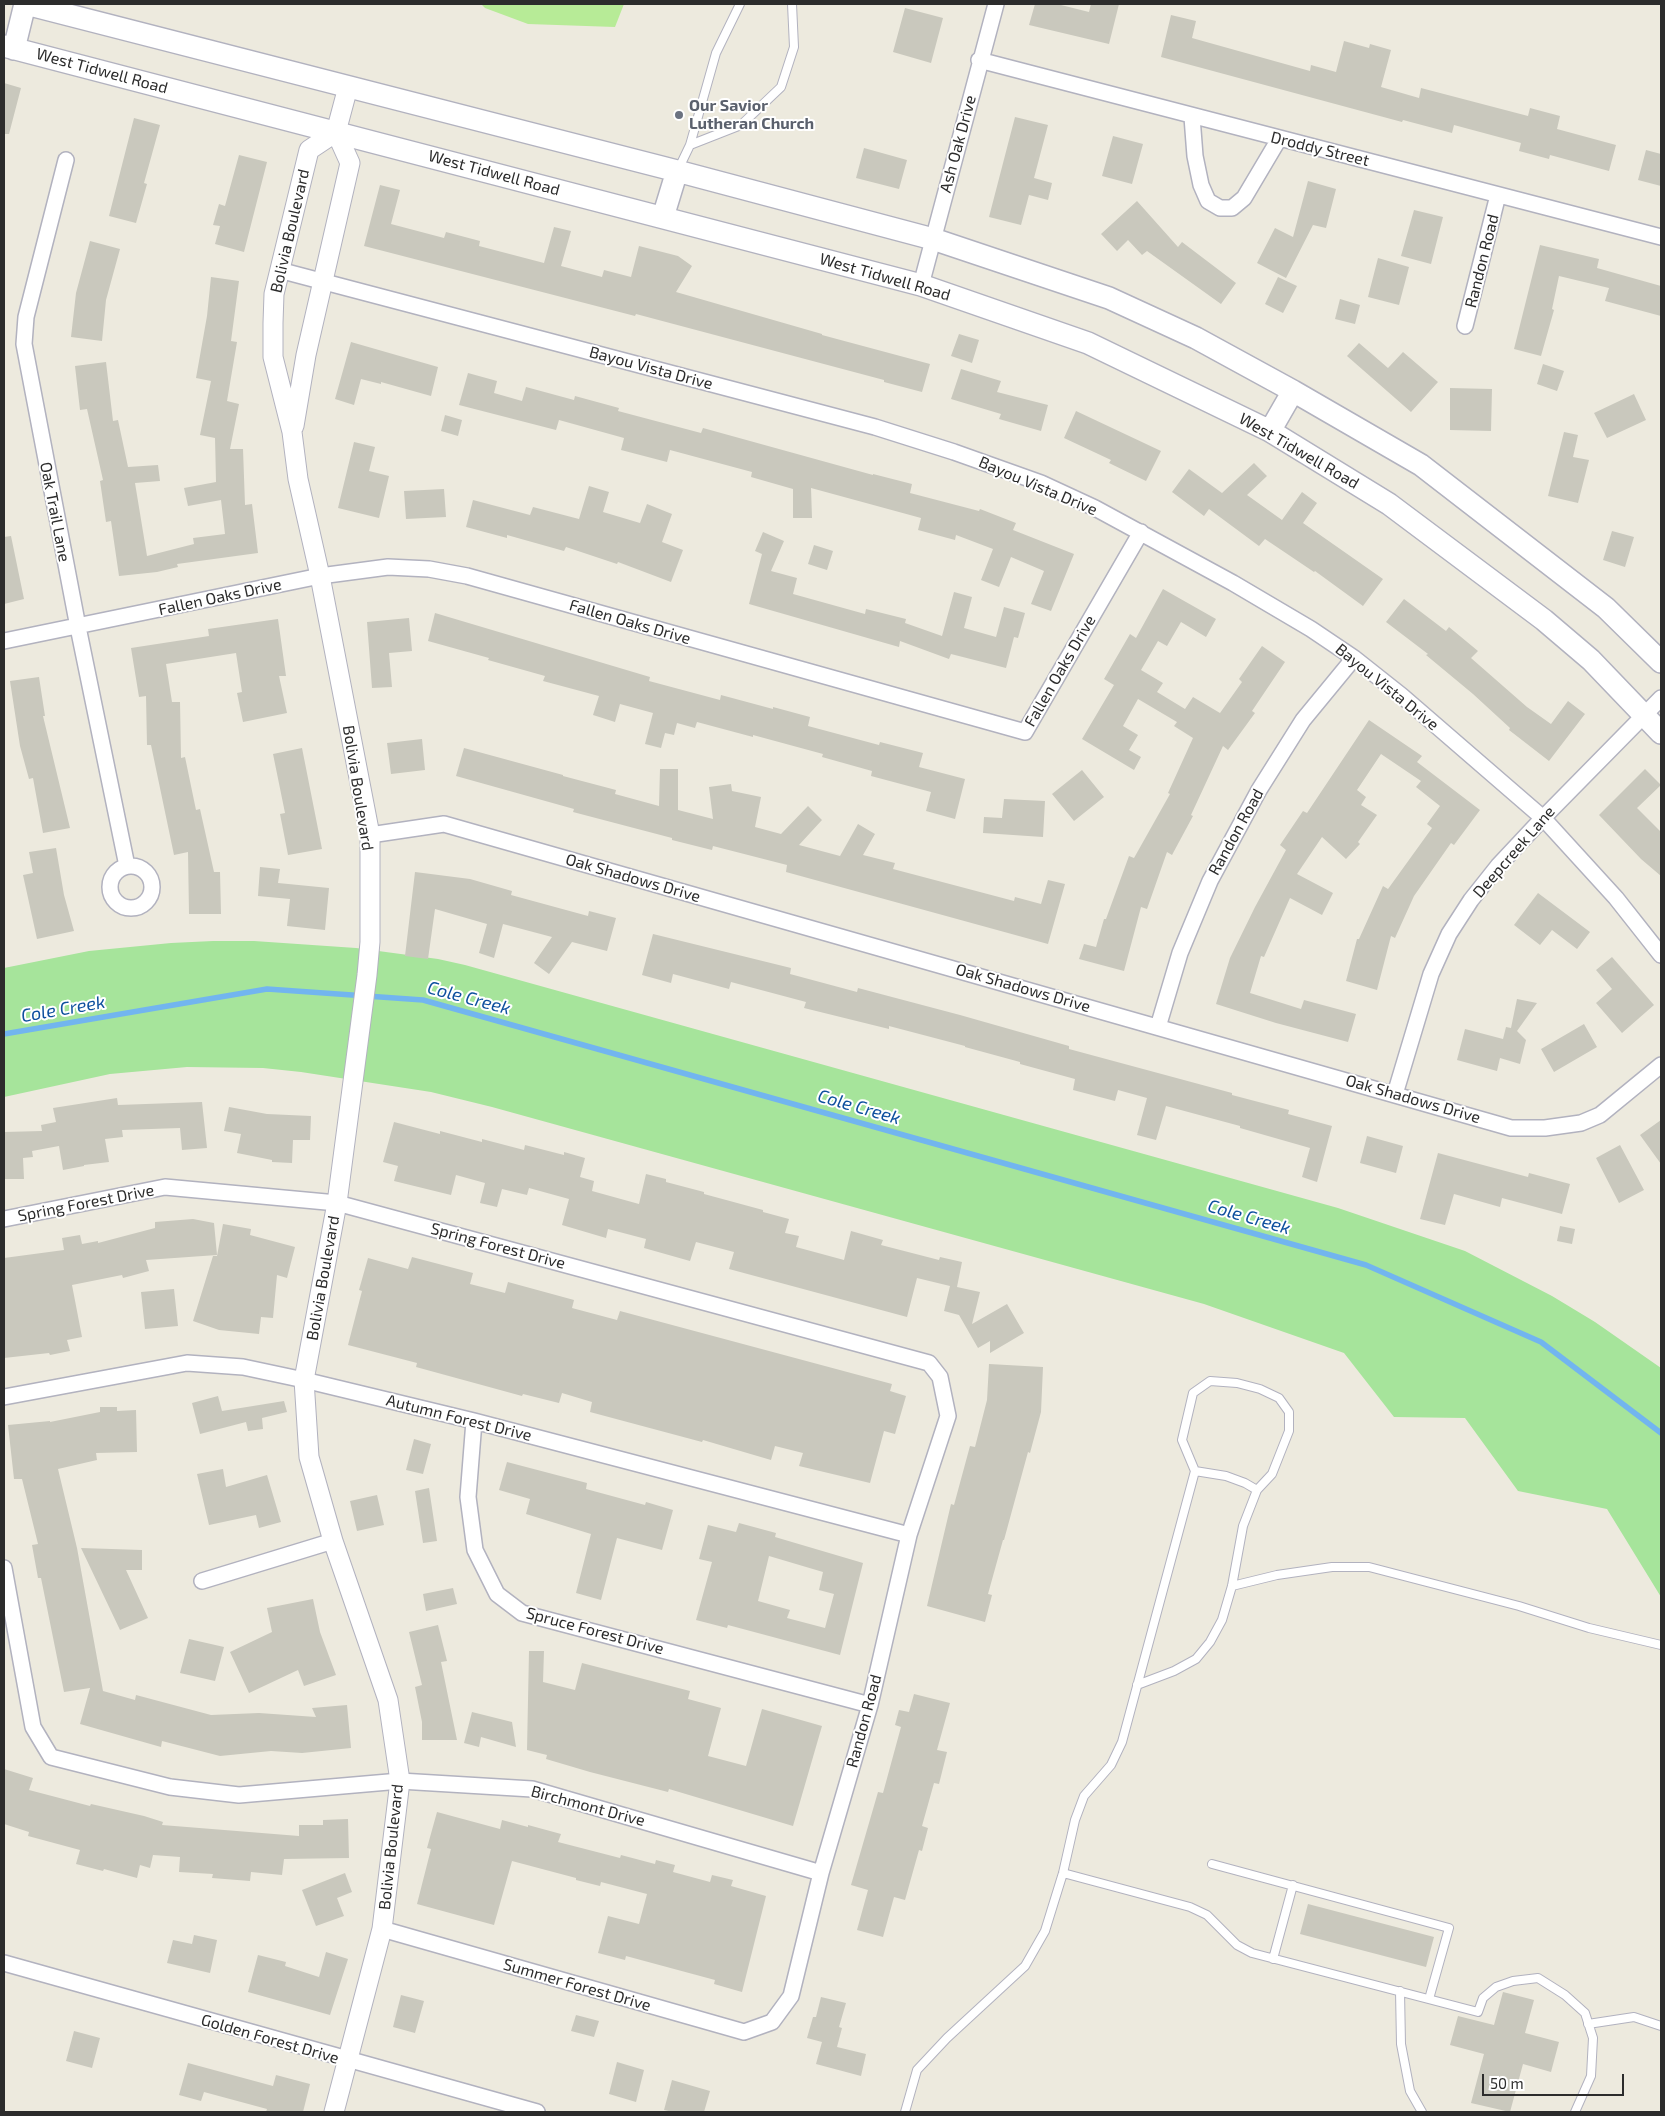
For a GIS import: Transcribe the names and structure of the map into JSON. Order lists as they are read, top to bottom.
{
  "streets": {
    "main road": ["West Tidwell Road"],
    "street": [
      "Ash Oak Drive",
      "Droddy Street",
      "Bolivia Boulevard",
      "Randon Road",
      "Bayou Vista Drive",
      "Oak Trail Lane",
      "Fallen Oaks Drive",
      "Deepcreek Lane",
      "Oak Shadows Drive",
      "Spring Forest Drive",
      "Autumn Forest Drive",
      "Spruce Forest Drive",
      "Birchmont Drive",
      "Summer Forest Drive",
      "Golden Forest Drive"
    ]
  },
  "crossings": [
    ["West Tidwell Road", "Ash Oak Drive"],
    ["West Tidwell Road", "Bolivia Boulevard"],
    ["West Tidwell Road", "Deepcreek Lane"],
    ["Ash Oak Drive", "Droddy Street"],
    ["Droddy Street", "Randon Road"],
    ["Bolivia Boulevard", "Bayou Vista Drive"],
    ["Bolivia Boulevard", "Fallen Oaks Drive"],
    ["Bolivia Boulevard", "Oak Shadows Drive"],
    ["Bolivia Boulevard", "Spring Forest Drive"],
    ["Bolivia Boulevard", "Autumn Forest Drive"],
    ["Bolivia Boulevard", "Birchmont Drive"],
    ["Bolivia Boulevard", "Summer Forest Drive"],
    ["Bolivia Boulevard", "Golden Forest Drive"],
    ["Randon Road", "Bayou Vista Drive"],
    ["Randon Road", "Oak Shadows Drive"],
    ["Randon Road", "Spring Forest Drive"],
    ["Randon Road", "Autumn Forest Drive"],
    ["Randon Road", "Spruce Forest Drive"],
    ["Randon Road", "Birchmont Drive"],
    ["Randon Road", "Summer Forest Drive"],
    ["Bayou Vista Drive", "Fallen Oaks Drive"],
    ["Bayou Vista Drive", "Deepcreek Lane"],
    ["Oak Trail Lane", "Fallen Oaks Drive"],
    ["Deepcreek Lane", "Oak Shadows Drive"],
    ["Autumn Forest Drive", "Spruce Forest Drive"]
  ],
  "water": ["Cole Creek"],
  "places": ["Our Savior Lutheran Church"],
  "scale_bar": "50 m"
}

○ ○ ○ ○

Counting only lines that contain "Fallen", say how many there are in the material above, and add nothing.

4